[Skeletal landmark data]
>>>>>

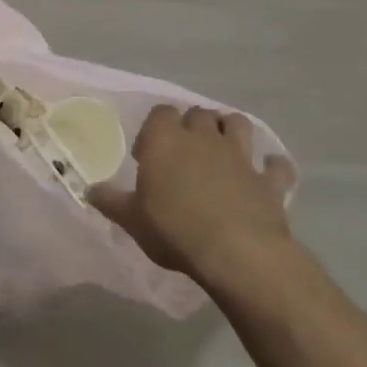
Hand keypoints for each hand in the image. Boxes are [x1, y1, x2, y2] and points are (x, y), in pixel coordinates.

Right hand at [90, 105, 298, 286]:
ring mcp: (240, 156)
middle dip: (192, 125)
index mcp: (166, 139)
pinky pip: (276, 165)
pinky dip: (272, 167)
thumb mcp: (132, 220)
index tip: (149, 154)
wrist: (237, 253)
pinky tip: (266, 175)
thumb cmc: (175, 229)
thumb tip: (90, 190)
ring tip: (223, 149)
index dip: (155, 128)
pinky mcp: (268, 180)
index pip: (161, 112)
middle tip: (184, 151)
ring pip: (238, 123)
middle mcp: (203, 137)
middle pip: (198, 113)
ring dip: (231, 130)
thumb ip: (111, 201)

<<<<<

**Activity:**
Word for word, restate the records above and drop the pictures.

**Answer space:**
Hand keypoints for each hand in the image. Boxes are [x1, y1, x2, y2] and points are (x, y), in pixel coordinates.

Right hand at [90, 105, 298, 286]:
ring mcp: (240, 156)
middle dip: (192, 125)
index mcp: (166, 139)
pinky pip: (276, 165)
pinky dip: (272, 167)
thumb mcp: (132, 220)
index tip: (149, 154)
wrist: (237, 253)
pinky tip: (266, 175)
thumb cmc: (175, 229)
thumb tip: (90, 190)
ring tip: (223, 149)
index dip: (155, 128)
pinky mcp: (268, 180)
index pip: (161, 112)
middle tip: (184, 151)
ring pip: (238, 123)
middle mcp: (203, 137)
middle pip: (198, 113)
ring dip: (231, 130)
thumb ip: (111, 201)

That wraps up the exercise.